A common way of letting users supply data to a script is via its command-line arguments. In this case, it would, for example, be convenient to call your script with a list of domain names. Since the user needs to provide a password and some other key-related parameter, we could develop a script that takes two options and a list of domains.
./script -p 'password' -k 'keystore' domain1 domain2 domain3 ...
I don't know the keytool utility that you are using, but it seems that a user must supply a list of at least two domains rather than just one. The first domain name is used with the -dname and -alias options, while the -ext option takes the second and any other domain name in its value.

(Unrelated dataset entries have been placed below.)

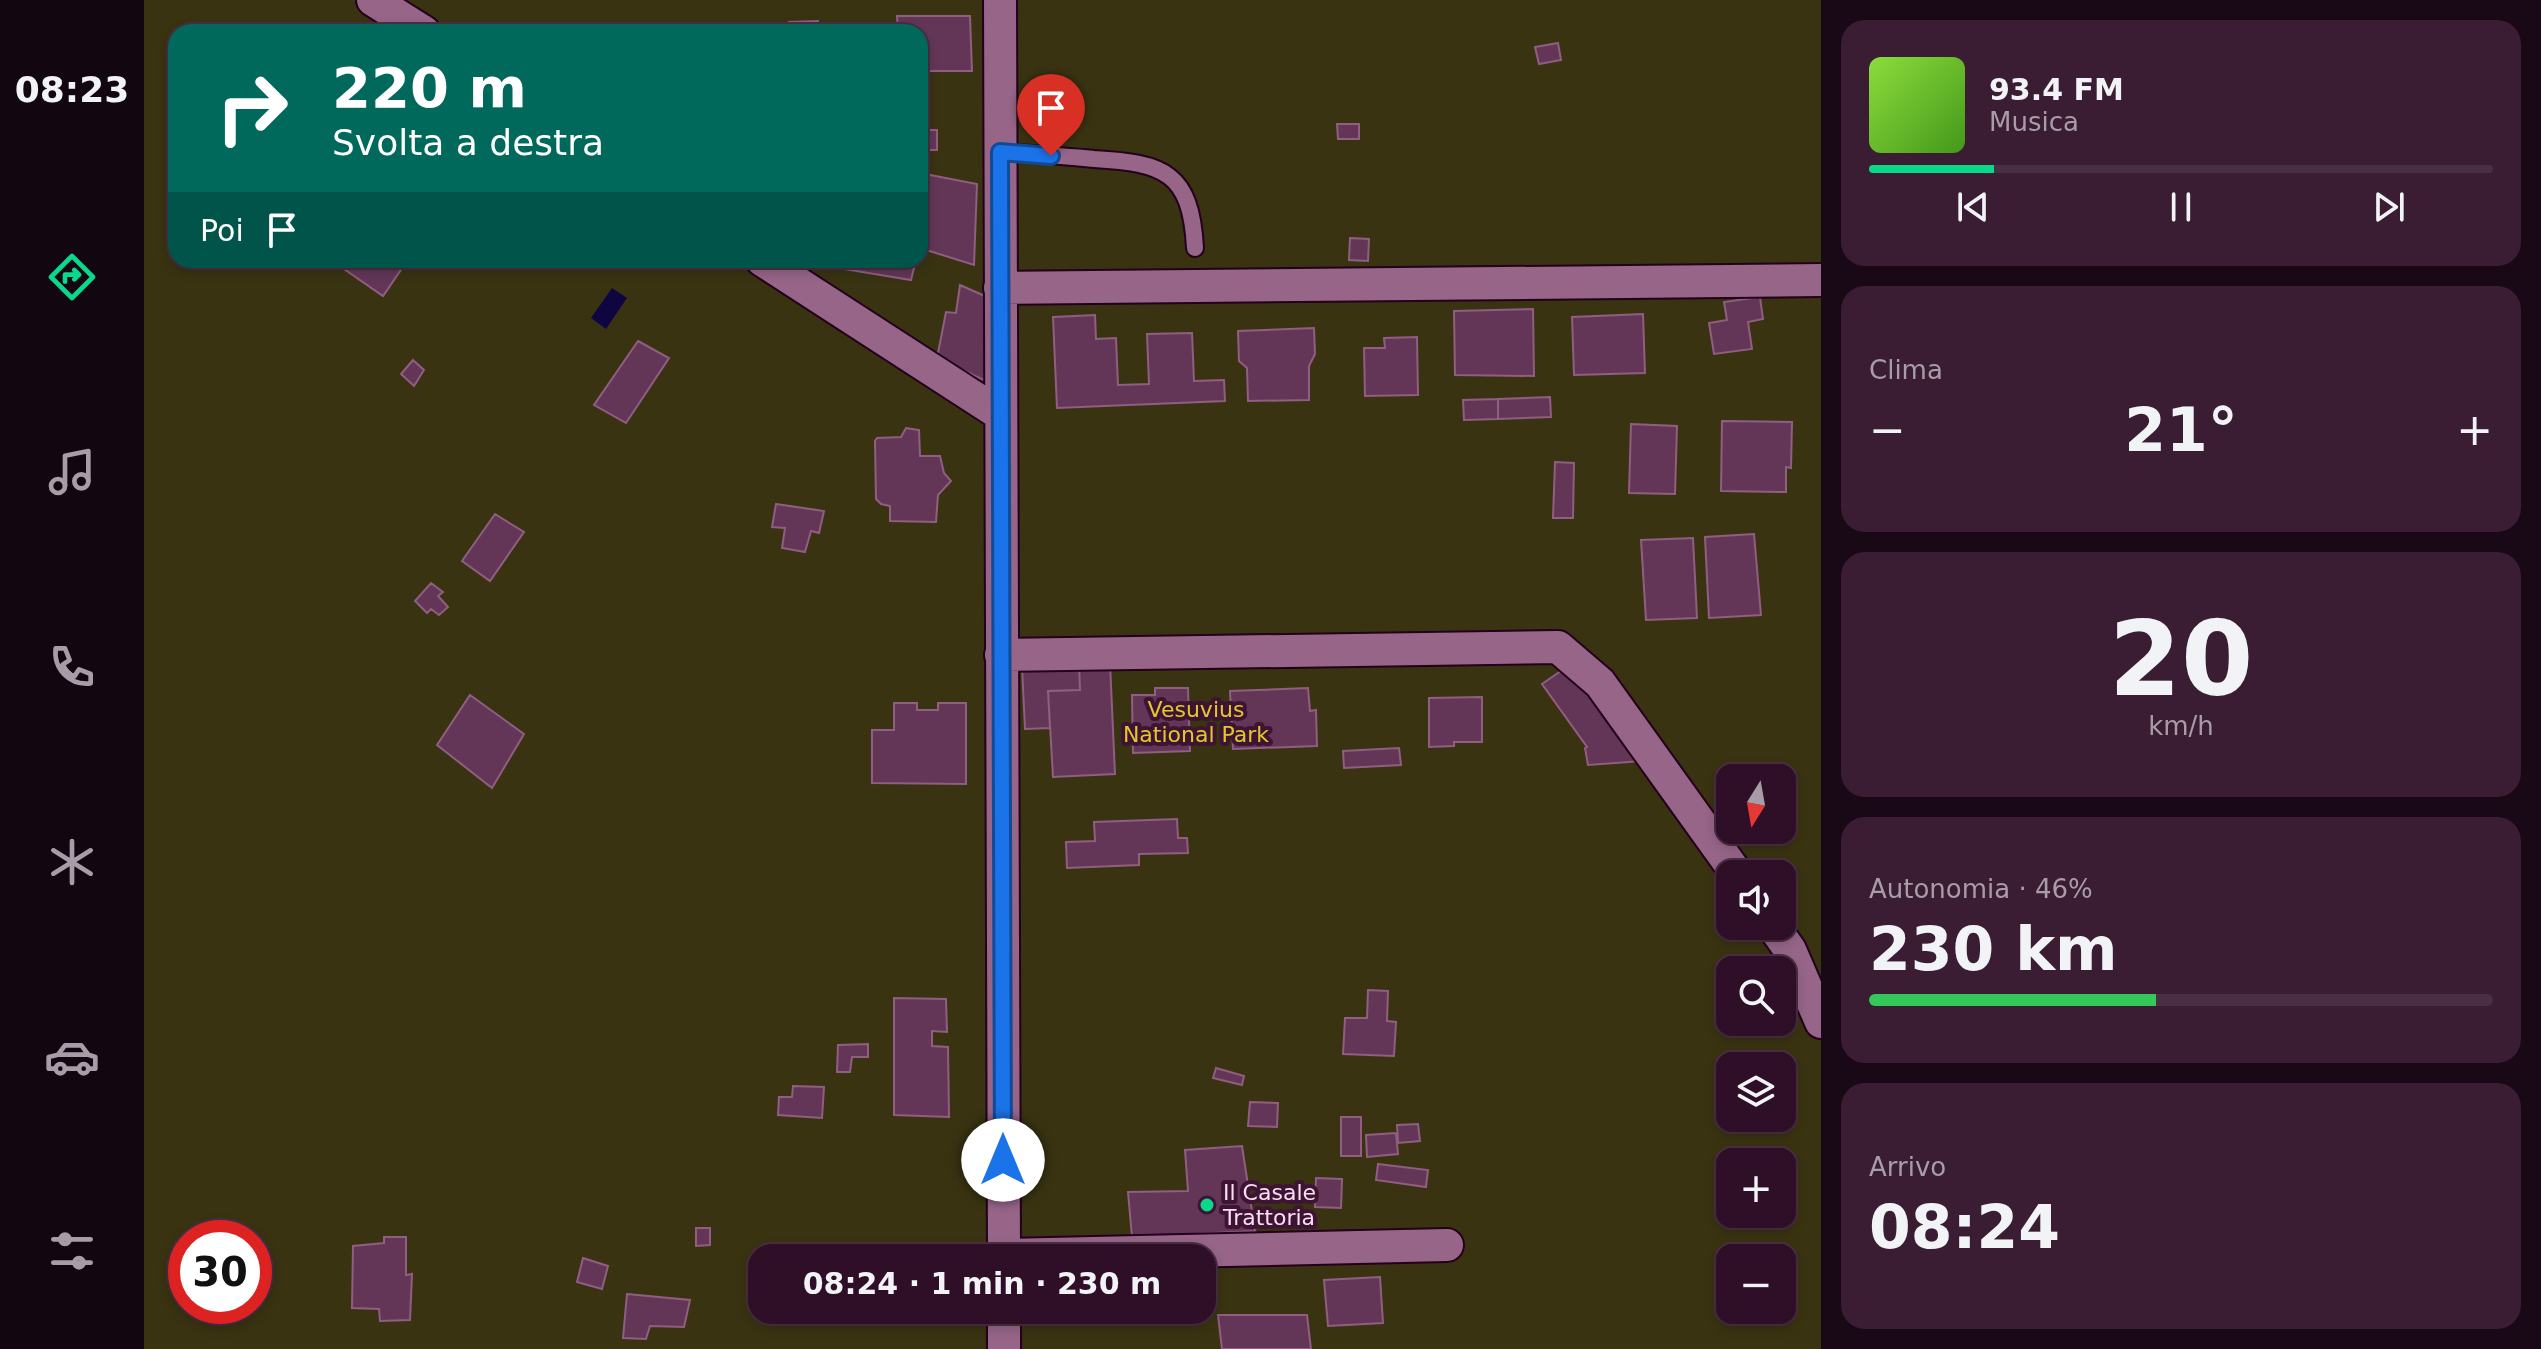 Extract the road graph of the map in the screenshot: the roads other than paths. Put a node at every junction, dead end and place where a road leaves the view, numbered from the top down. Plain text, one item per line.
1 (373, 0) edge
2 (1000, 0) edge
3 (411, 24) edge
4 (1000, 152) junction
5 (1195, 248) dead end
6 (774, 268) edge
7 (1821, 280) edge
8 (1000, 288) junction
9 (1000, 414) junction
10 (1001, 655) junction
11 (1727, 860) edge
12 (1783, 940) edge
13 (1821, 1022) edge
14 (1004, 1244) edge
15 (1447, 1245) dead end
16 (1216, 1251) edge
17 (1004, 1324) edge
18 (1004, 1349) edge

1 - 3 street
2 - 4 street
4 - 5 lane
4 - 8 street
6 - 9 street
7 - 8 street
8 - 9 street
9 - 10 street
10 - 11 street
10 - 14 street
12 - 13 street
15 - 16 street
17 - 18 street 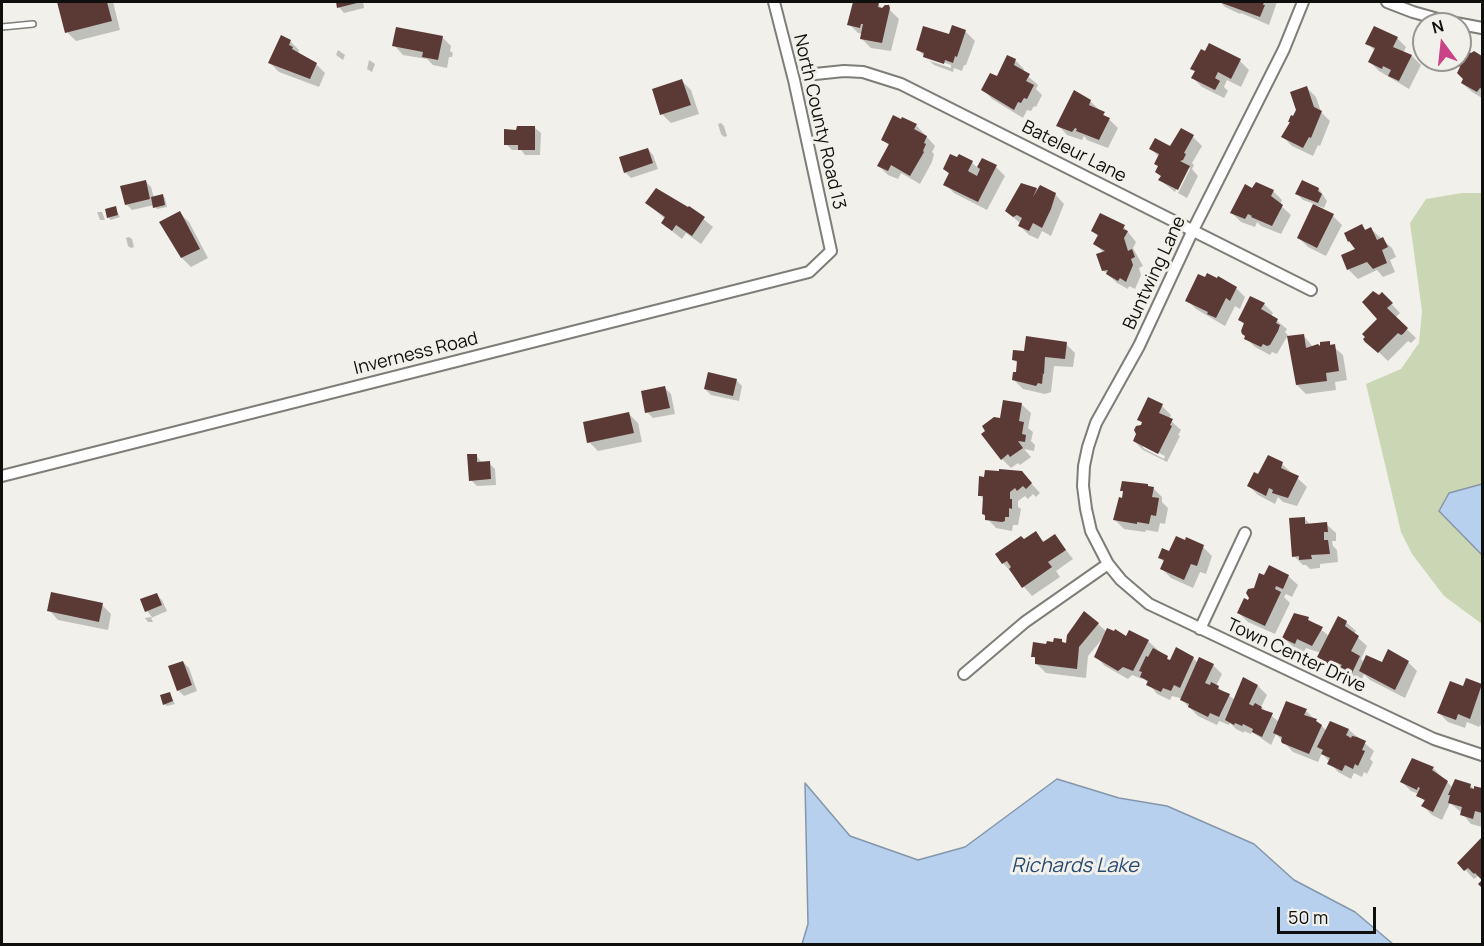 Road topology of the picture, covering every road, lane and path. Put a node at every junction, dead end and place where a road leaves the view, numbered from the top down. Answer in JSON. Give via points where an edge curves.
{"nodes":[{"id":1,"x":774,"y":2,"type":"edge"},
{"id":2,"x":1303,"y":2,"type":"edge"},
{"id":3,"x":1387,"y":2,"type":"edge"},
{"id":4,"x":33,"y":24,"type":"dead end"},
{"id":5,"x":2,"y":27,"type":"edge"},
{"id":6,"x":1482,"y":28,"type":"edge"},
{"id":7,"x":815,"y":74,"type":"dead end"},
{"id":8,"x":1193,"y":230,"type":"junction"},
{"id":9,"x":831,"y":251,"type":"joint"},
{"id":10,"x":1311,"y":290,"type":"dead end"},
{"id":11,"x":2,"y":476,"type":"edge"},
{"id":12,"x":1245,"y":532,"type":"dead end"},
{"id":13,"x":1108,"y":564,"type":"junction"},
{"id":14,"x":1200,"y":629,"type":"junction"},
{"id":15,"x":964,"y":674,"type":"dead end"},
{"id":16,"x":1482,"y":755,"type":"edge"}],
"edges":[{"from":1,"to":9,"type":"street","name":"North County Road 13"},
{"from":2,"to":8,"type":"street","name":"Buntwing Lane","via":[[1284,49]]},
{"from":3,"to":6,"type":"street"},
{"from":4,"to":5,"type":"lane"},
{"from":7,"to":8,"type":"street","name":"Bateleur Lane","via":[[863,72],[901,84]]},
{"from":8,"to":10,"type":"street","name":"Bateleur Lane"},
{"from":8,"to":13,"type":"street","name":"Buntwing Lane","via":[[1139,346],[1096,423],[1088,447],[1083,486],[1086,509],[1091,531]]},
{"from":9,"to":11,"type":"street","name":"Inverness Road","via":[[808,272]]},
{"from":12,"to":14,"type":"street"},
{"from":13,"to":14,"type":"street","name":"Town Center Drive","via":[[1149,604]]},
{"from":13,"to":15,"type":"street","via":[[1025,622]]},
{"from":14,"to":16,"type":"street","name":"Town Center Drive","via":[[1434,739]]}]}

The following code uses the idiomatic way of parsing the command-line options and validates that the keystore and password variables have values. It then calls the keytool utility with the data given by the user.
#!/bin/sh
unset -v keystore password
while getopts k:p: opt; do
case $opt in
k)
keystore=$OPTARG
;;
p)
password=$OPTARG
;;
*)
echo 'Error' >&2
exit 1
esac
done
shift "$(( OPTIND - 1 ))"
if [ -z "$keystore" ] || [ -z "$password" ]; then
echo 'Missing keystore (-k) and/or password (-p)' >&2
exit 1
fi
if [ "$#" -lt 2 ]; then
echo 'Expecting at least two domain names' >&2
echo '(a main one, and one for the -ext option)' >&2
exit 1
fi
domain1=$1
shift
IFS=,
keytool -genkey \
-keystore "$keystore" \
-keysize 2048 \
-keypass "$password" \
-storepass "$password" \
-keyalg RSA \
-dname "CN=$domain1,OU=Devteam,O=Softech,L=Chicago,ST=IL,C=US" \
-alias "$domain1" \
-ext "san=dns:$*"
After the two if statements, the first domain name will be in $1 and the others in $2, $3, and so on. We assign $1 to the domain1 variable and call shift. After the shift, we may use "$*" with IFS set to a comma to generate a comma-delimited string of the rest of the domain names. We use this in the value for the -ext option.